手术直接切除破出骨壳的软组织肿块后开足够大的骨窗,要达到能够直视到壳内各面,以不留刮除死角。刮除后高速磨钻的使用非常重要,不光要磨去硬化边缘,还要尽可能磨去不少于1cm的松质骨。再以大量水高压冲洗,以95%酒精浸泡或以苯酚涂抹骨壳,最大限度的去除和杀灭肿瘤残余。

重建时,软骨下骨缺失的关节面下要植入不少于1cm的自体或异体松质骨,之后再填充骨水泥,骨壳缺损的骨水泥表面尽可能植骨以期将来有骨性覆盖,必要时可加用适当的内固定。

手术时应注意:①开窗和使用磨钻过程中不要过于顾虑造成较大的骨缺损,降低肿瘤复发率是第一位的,肿瘤不复发才是功能发挥的最基本保证,一般情况下,缺损再大的刮除手术的术后功能也要强于瘤段切除后的功能;②降低复发率的主要手段是视野清楚的刮和磨,而不是各种物理化学的灭活方法;③刮除术中软组织被肿瘤污染是不可避免的,但术后软组织复发的却很少见。

瘤段切除术可达到边缘或广泛的外科边界,主要应用于Ⅲ级病灶及部分复发病灶。这些病灶骨破坏范围广,软骨下骨破坏严重,软组织浸润范围广,行刮除术难以达到要求的外科边界。

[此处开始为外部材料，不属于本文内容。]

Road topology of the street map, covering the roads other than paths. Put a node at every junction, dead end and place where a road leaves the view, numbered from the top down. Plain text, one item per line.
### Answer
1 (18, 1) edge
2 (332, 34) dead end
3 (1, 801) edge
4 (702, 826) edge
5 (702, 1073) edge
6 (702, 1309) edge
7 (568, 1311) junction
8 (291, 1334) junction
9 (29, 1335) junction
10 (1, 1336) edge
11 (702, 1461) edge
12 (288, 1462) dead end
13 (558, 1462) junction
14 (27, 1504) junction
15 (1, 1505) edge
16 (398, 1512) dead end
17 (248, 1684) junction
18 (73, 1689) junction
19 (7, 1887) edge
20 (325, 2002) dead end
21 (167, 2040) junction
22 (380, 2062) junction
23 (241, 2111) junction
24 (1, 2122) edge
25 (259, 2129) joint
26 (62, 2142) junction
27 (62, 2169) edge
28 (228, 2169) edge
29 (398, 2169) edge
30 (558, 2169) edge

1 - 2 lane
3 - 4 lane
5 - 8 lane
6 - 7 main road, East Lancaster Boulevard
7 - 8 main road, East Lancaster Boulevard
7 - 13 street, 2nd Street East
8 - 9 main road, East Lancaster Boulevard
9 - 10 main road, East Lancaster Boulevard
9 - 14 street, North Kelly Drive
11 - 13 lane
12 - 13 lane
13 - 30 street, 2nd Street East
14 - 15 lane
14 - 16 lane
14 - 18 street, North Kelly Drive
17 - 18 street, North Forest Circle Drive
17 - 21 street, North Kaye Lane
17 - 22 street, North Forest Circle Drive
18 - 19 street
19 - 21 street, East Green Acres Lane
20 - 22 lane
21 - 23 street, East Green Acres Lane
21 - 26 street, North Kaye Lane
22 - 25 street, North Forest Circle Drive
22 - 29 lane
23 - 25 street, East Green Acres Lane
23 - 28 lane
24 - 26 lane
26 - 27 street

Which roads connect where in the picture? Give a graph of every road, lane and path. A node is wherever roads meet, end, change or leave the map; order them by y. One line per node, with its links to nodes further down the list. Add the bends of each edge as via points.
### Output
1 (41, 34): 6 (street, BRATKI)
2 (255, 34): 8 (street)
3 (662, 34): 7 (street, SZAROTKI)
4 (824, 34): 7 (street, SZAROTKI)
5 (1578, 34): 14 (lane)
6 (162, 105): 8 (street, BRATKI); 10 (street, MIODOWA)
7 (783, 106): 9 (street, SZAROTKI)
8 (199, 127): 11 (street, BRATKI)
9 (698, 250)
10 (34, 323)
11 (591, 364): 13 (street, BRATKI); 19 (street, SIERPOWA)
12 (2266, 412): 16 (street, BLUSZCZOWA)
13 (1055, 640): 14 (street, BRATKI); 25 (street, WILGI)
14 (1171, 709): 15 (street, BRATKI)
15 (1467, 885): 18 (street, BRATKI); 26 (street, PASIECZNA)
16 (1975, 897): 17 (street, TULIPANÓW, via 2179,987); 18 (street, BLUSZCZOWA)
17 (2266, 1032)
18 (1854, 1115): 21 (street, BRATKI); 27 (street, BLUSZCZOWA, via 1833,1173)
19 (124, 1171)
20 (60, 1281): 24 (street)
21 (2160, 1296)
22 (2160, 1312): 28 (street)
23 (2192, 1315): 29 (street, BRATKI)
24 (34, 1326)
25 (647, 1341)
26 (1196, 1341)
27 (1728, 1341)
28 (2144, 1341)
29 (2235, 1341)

除腓骨上端、肋骨、桡骨近端等切除后不需重建外,长骨端的骨巨细胞瘤瘤段切除后常用的重建方法包括人工假体置换、异体半关节或1/4关节置换、关节融合,人工关节和异体骨复合置换、灭活再植等。

脊柱骨巨细胞瘤主要以椎体及附件的肿瘤切刮术和减压为主,属囊内切除,绝大部分需要植骨和牢固的固定。但因解剖部位所限,复发率非常高。扩大刮除的方法应用在脊柱的骨巨细胞瘤后,复发率有所降低,但因解剖结构的限制,尚无法达到肢体骨巨细胞瘤的水平。脊柱En-bloc切除的应用虽明显降低脊柱骨巨细胞瘤的复发率(约10%),但该手术的高选择性、复杂性和风险使其尚无法广泛开展。

骶骨巨细胞瘤能否做到边缘或广泛切除主要取决于骶神经的取舍,大部分情况下如舍弃神经做到边缘切除并不困难,但二便的永久性失禁使得患者无法接受。所以除骶3以下尚可做到外,其余均是为游离神经根而不得已进行的囊内切除,复发率达到40%~60%也就不足为怪了。

除个别报告外,骨巨细胞瘤尚无明显的化疗效果,即便是无法手术的患者进行的姑息性化疗,其效果也是令人失望的。

虽然骨巨细胞瘤恶变的一个主要原因是放疗,但对于外科手术无法达到切除范围要求的患者,比如前述的脊柱和骶骨的患者和反复复发的患者,放疗仍有很大的意义,而且可能是控制他们疾病的唯一方法。这样的患者最终因放疗得到较好的控制也有很多实例。

被广泛应用于骨转移性肿瘤抑制骨破坏的药物双磷酸盐,近年已被多个中心应用于骨巨细胞瘤的治疗中,并被报道显现出一定的效果。